Selling pressure has also eased as bitcoin miners reduced sales of the cryptocurrency, suggesting that the worst may be over for the mining space. Publicly traded bitcoin miners sold 12,000 bitcoins in June and only about 3,000 in September, according to Goldman Sachs.
Wave Financial’s Perruccio expects the second quarter of next year to be the time when crypto winter finally ends.
“We will have seen a lot more failures in DeFi [decentralized finance] space, many of the smaller players, which is absolutely necessary for the industry to develop,” he added.
All eyes on the Fed
James Butterfill, head of research at crypto asset management firm CoinShares, said it was difficult to draw too many conclusions at this stage.
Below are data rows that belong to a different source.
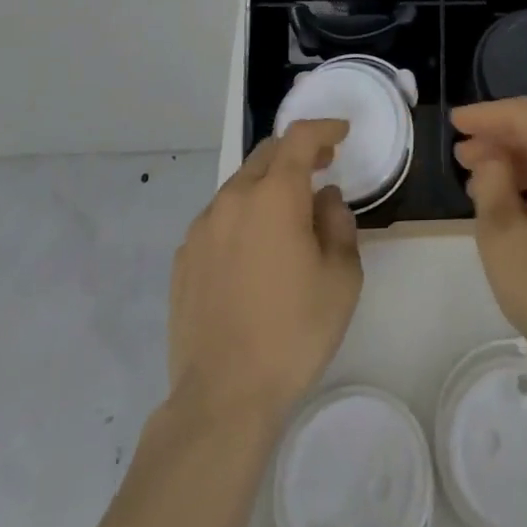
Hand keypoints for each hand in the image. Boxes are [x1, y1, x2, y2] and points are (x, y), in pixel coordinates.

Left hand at [168, 119, 362, 420]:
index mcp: (274, 195)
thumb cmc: (293, 332)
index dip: (323, 128)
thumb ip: (338, 224)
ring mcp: (202, 228)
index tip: (341, 133)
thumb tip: (323, 199)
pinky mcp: (184, 258)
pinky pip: (220, 217)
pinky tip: (254, 250)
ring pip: (240, 185)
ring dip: (268, 185)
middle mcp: (233, 199)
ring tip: (288, 214)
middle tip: (321, 167)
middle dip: (297, 152)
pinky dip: (243, 215)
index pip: (299, 137)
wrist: (223, 398)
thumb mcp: (342, 278)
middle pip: (267, 154)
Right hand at [451, 98, 526, 386]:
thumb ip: (490, 181)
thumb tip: (493, 158)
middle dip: (499, 140)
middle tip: (461, 156)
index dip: (486, 114)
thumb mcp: (502, 235)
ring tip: (479, 180)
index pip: (524, 116)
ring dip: (516, 162)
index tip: (455, 123)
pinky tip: (513, 201)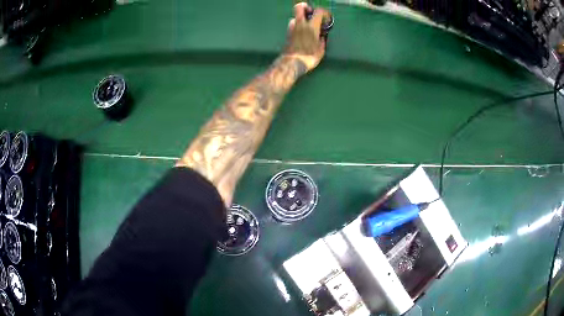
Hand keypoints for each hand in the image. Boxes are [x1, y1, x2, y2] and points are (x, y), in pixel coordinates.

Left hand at [284, 2, 331, 71]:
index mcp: (312, 26)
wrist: (293, 62)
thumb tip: (322, 36)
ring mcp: (292, 28)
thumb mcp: (321, 50)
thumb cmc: (309, 56)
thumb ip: (322, 40)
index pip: (318, 11)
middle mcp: (301, 24)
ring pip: (295, 17)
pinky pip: (293, 25)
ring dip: (301, 19)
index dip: (324, 12)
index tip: (326, 18)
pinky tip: (302, 34)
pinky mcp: (287, 33)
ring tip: (307, 26)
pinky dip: (298, 26)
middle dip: (305, 7)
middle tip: (310, 13)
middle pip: (299, 7)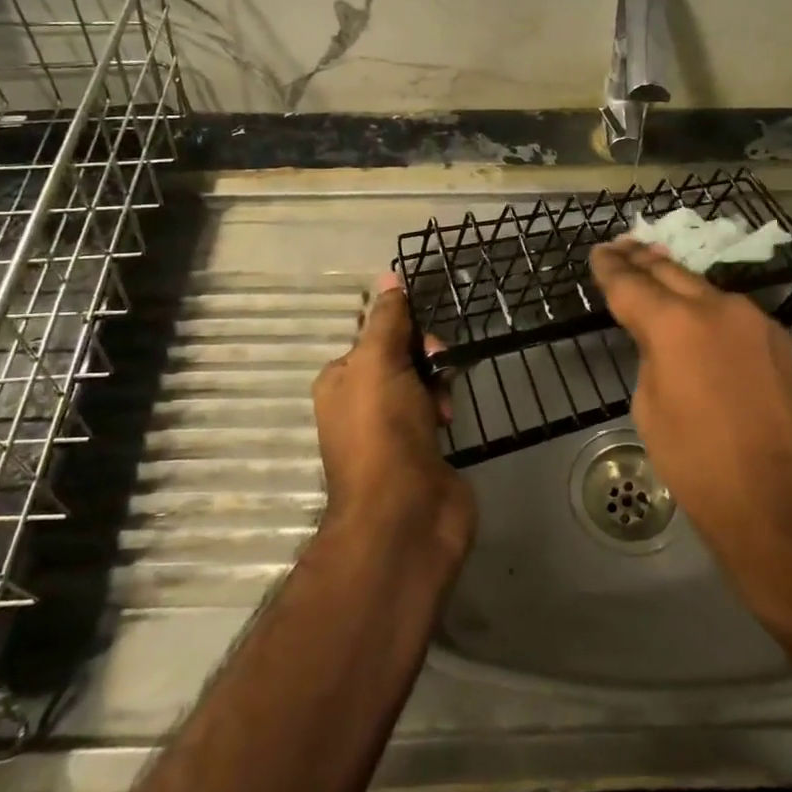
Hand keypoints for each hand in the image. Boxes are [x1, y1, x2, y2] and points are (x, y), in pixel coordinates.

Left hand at [312, 274, 475, 562]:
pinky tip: (451, 421)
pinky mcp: (421, 451)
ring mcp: (392, 430)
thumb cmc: (383, 431)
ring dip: (439, 385)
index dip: (404, 330)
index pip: (377, 335)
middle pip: (402, 357)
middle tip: (438, 368)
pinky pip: (436, 412)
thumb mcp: (379, 363)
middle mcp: (361, 403)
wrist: (405, 515)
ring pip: (423, 383)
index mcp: (340, 380)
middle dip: (425, 357)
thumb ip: (387, 320)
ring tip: (445, 407)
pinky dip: (446, 410)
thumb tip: (389, 276)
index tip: (424, 340)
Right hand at [590, 239, 791, 622]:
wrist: (782, 505)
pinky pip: (730, 313)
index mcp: (676, 324)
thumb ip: (652, 359)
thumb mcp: (651, 410)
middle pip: (670, 272)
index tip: (598, 253)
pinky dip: (706, 307)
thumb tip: (663, 345)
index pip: (631, 284)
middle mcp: (718, 308)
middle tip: (621, 247)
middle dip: (642, 260)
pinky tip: (695, 313)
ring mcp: (754, 321)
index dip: (611, 268)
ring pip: (704, 289)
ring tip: (654, 270)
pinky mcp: (777, 341)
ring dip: (676, 281)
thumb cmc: (699, 466)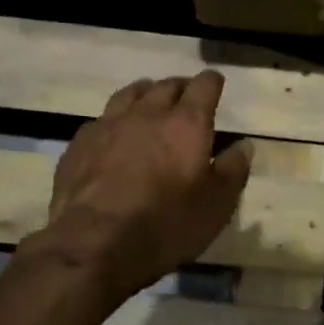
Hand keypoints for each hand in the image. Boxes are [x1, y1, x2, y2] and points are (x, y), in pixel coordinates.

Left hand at [35, 72, 252, 304]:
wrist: (94, 243)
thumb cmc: (166, 224)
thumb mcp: (216, 205)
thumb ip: (233, 170)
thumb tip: (244, 145)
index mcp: (186, 123)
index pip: (204, 86)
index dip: (212, 82)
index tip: (216, 84)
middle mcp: (148, 113)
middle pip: (166, 85)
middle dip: (180, 87)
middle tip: (186, 98)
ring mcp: (109, 125)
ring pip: (130, 94)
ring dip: (145, 95)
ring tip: (149, 104)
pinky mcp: (79, 143)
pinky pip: (101, 119)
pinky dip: (114, 121)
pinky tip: (113, 135)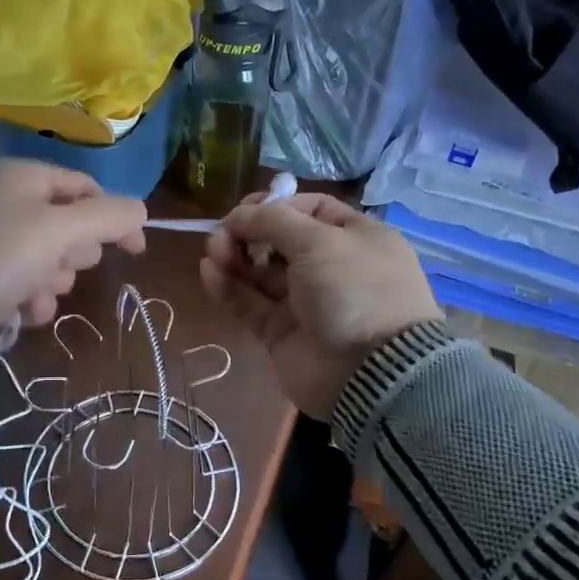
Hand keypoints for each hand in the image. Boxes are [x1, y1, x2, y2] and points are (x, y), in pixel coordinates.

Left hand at [0, 161, 146, 349]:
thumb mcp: (60, 228)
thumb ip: (108, 217)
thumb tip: (141, 211)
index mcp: (24, 178)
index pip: (85, 188)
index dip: (115, 216)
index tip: (135, 249)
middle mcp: (8, 203)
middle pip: (70, 227)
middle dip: (74, 254)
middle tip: (61, 263)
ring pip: (51, 261)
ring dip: (53, 281)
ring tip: (36, 291)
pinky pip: (27, 284)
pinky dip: (32, 298)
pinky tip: (24, 309)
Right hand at [200, 192, 440, 418]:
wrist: (369, 373)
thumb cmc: (353, 290)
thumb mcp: (319, 241)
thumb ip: (272, 220)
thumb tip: (238, 216)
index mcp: (353, 237)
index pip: (309, 209)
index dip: (275, 205)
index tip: (246, 211)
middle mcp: (330, 265)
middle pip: (278, 239)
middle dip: (247, 232)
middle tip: (222, 236)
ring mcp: (304, 300)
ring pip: (259, 270)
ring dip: (233, 257)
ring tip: (212, 253)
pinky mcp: (280, 330)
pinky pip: (249, 301)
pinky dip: (228, 286)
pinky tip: (209, 272)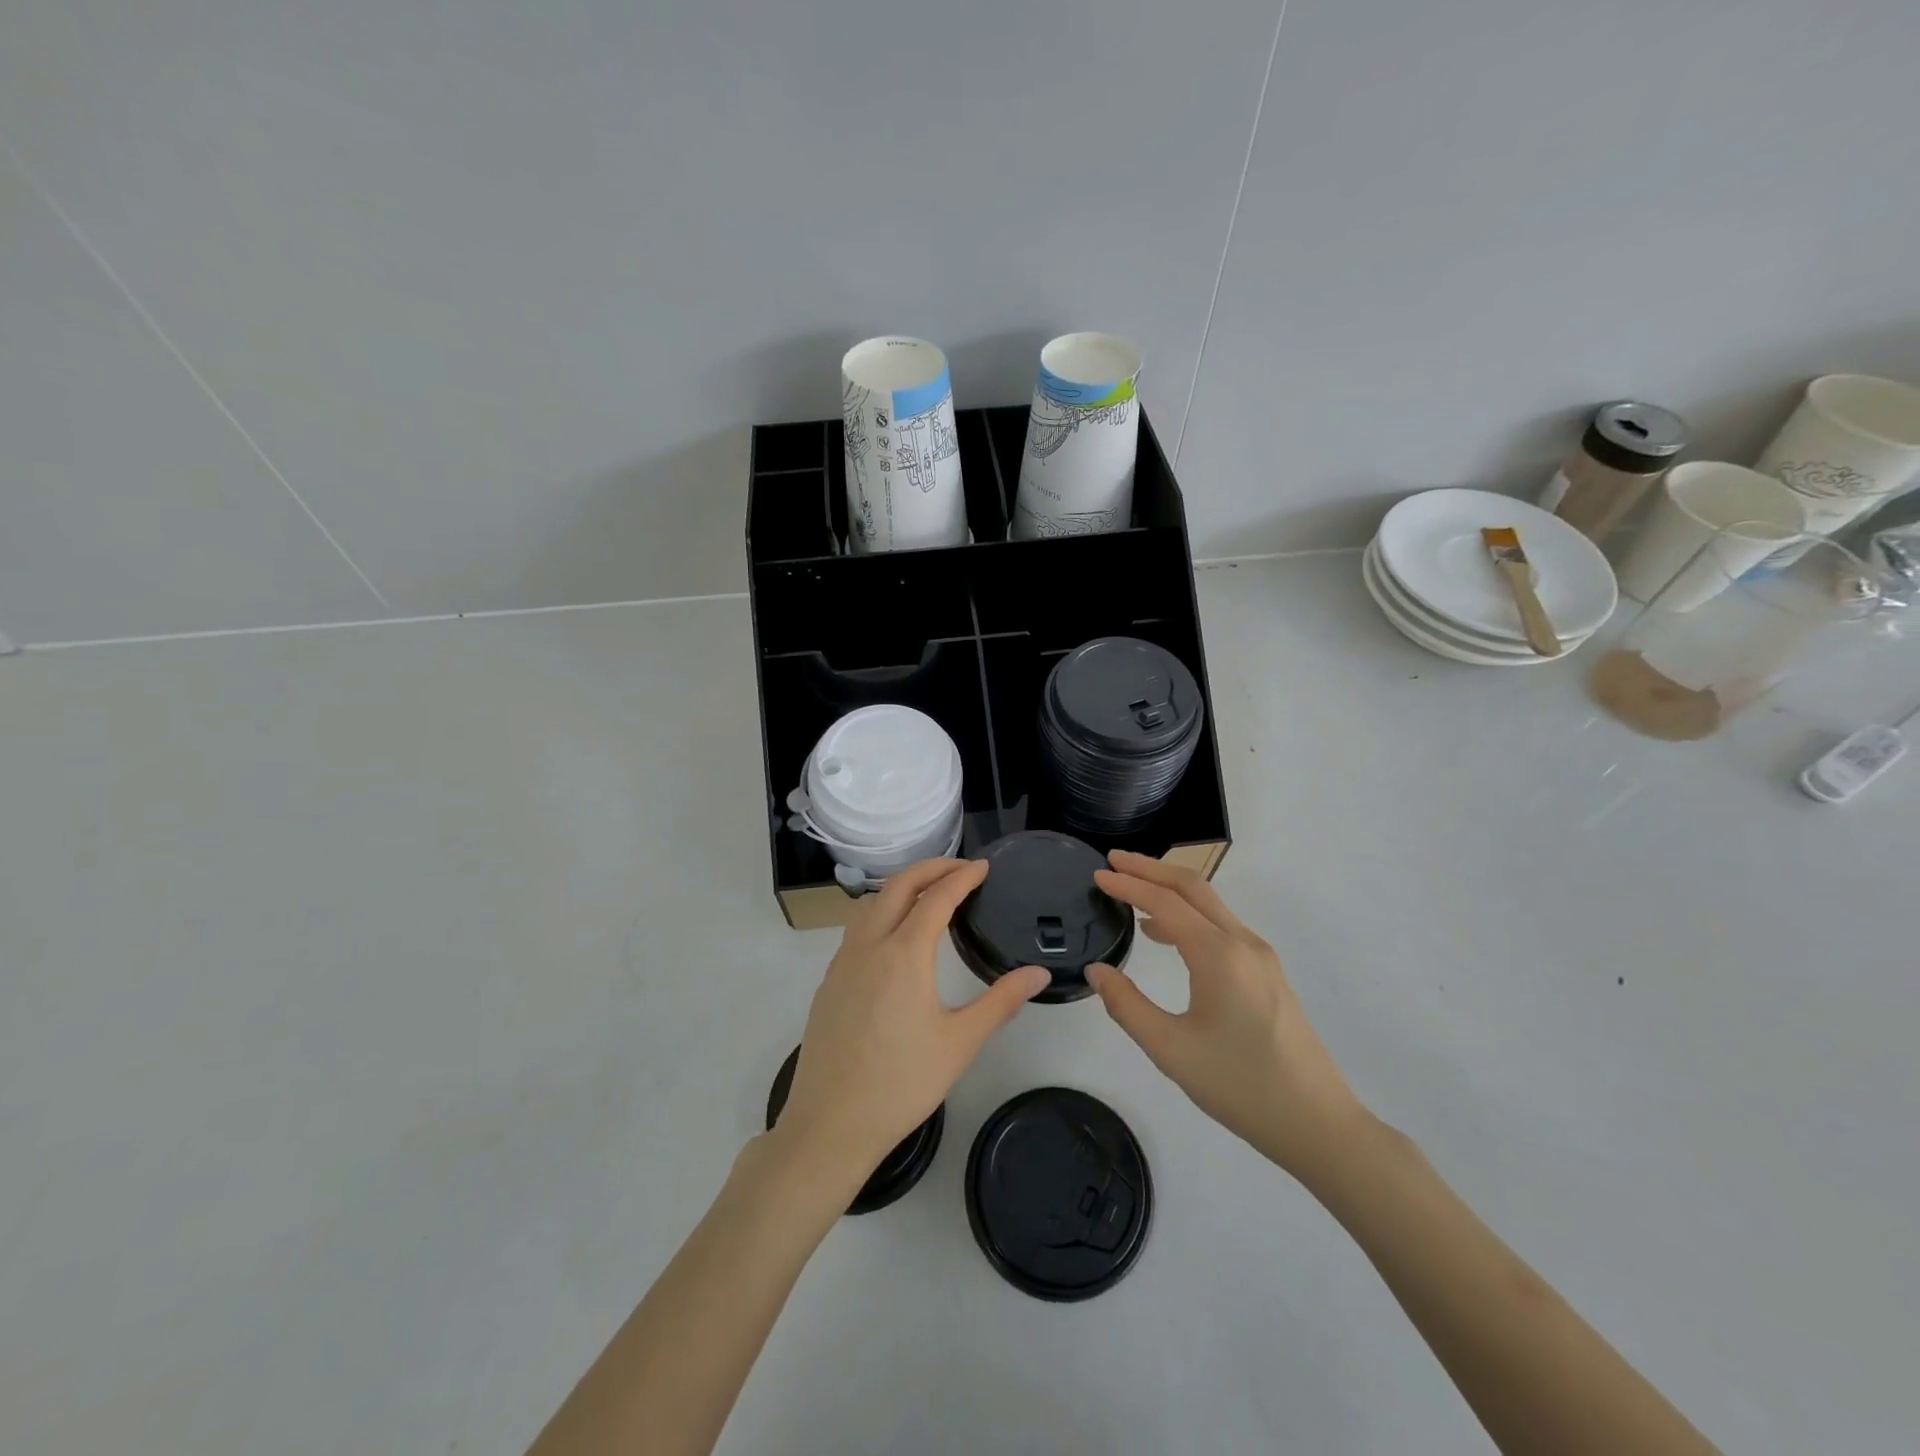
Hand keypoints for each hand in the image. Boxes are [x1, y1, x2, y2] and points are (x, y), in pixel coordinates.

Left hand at [775, 859, 1050, 1184]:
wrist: (830, 1123)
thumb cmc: (902, 1083)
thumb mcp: (960, 1042)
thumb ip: (1001, 1002)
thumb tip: (1038, 974)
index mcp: (904, 953)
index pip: (937, 898)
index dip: (962, 877)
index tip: (984, 867)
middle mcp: (869, 945)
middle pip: (899, 886)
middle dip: (931, 868)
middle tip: (961, 869)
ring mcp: (843, 961)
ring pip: (872, 903)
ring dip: (902, 887)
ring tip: (929, 895)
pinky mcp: (830, 981)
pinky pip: (857, 928)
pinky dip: (881, 911)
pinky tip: (894, 938)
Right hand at [1085, 851, 1366, 1179]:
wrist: (1318, 1124)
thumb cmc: (1240, 1086)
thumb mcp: (1170, 1050)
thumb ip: (1127, 1005)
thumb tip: (1096, 970)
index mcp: (1219, 955)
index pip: (1165, 902)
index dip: (1128, 885)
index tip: (1097, 874)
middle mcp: (1242, 943)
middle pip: (1192, 888)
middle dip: (1151, 869)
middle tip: (1114, 861)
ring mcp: (1260, 957)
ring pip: (1210, 905)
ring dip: (1170, 890)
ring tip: (1132, 894)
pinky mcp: (1268, 973)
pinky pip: (1222, 926)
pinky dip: (1189, 915)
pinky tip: (1167, 936)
However, he added, “we are erring on the side of greater upside potential rather than further price declines.”
“The largest fund outflows recently have been in short Bitcoin positions (US$15 million this month, 10% of AuM), while we have seen small but uninterrupted inflows into long Bitcoin over the past 6 weeks,” Butterfill told CNBC via email.
The main thing that will lead to greater buying of bitcoin will be a signal from the Federal Reserve that it plans to ease its aggressive tightening, Butterfill said.
The Fed is expected to raise interest rates by 75 basis points at its meeting next week, but officials at the central bank are reportedly considering slowing the pace of future hikes.
“Clients are telling us that when the Fed swings, or is close to it, they will start adding positions to Bitcoin,” Butterfill said. “The recent liquidations of net shorts are in sync with what we are seeing from a fund flow perspective and suggest that short sellers are beginning to capitulate.”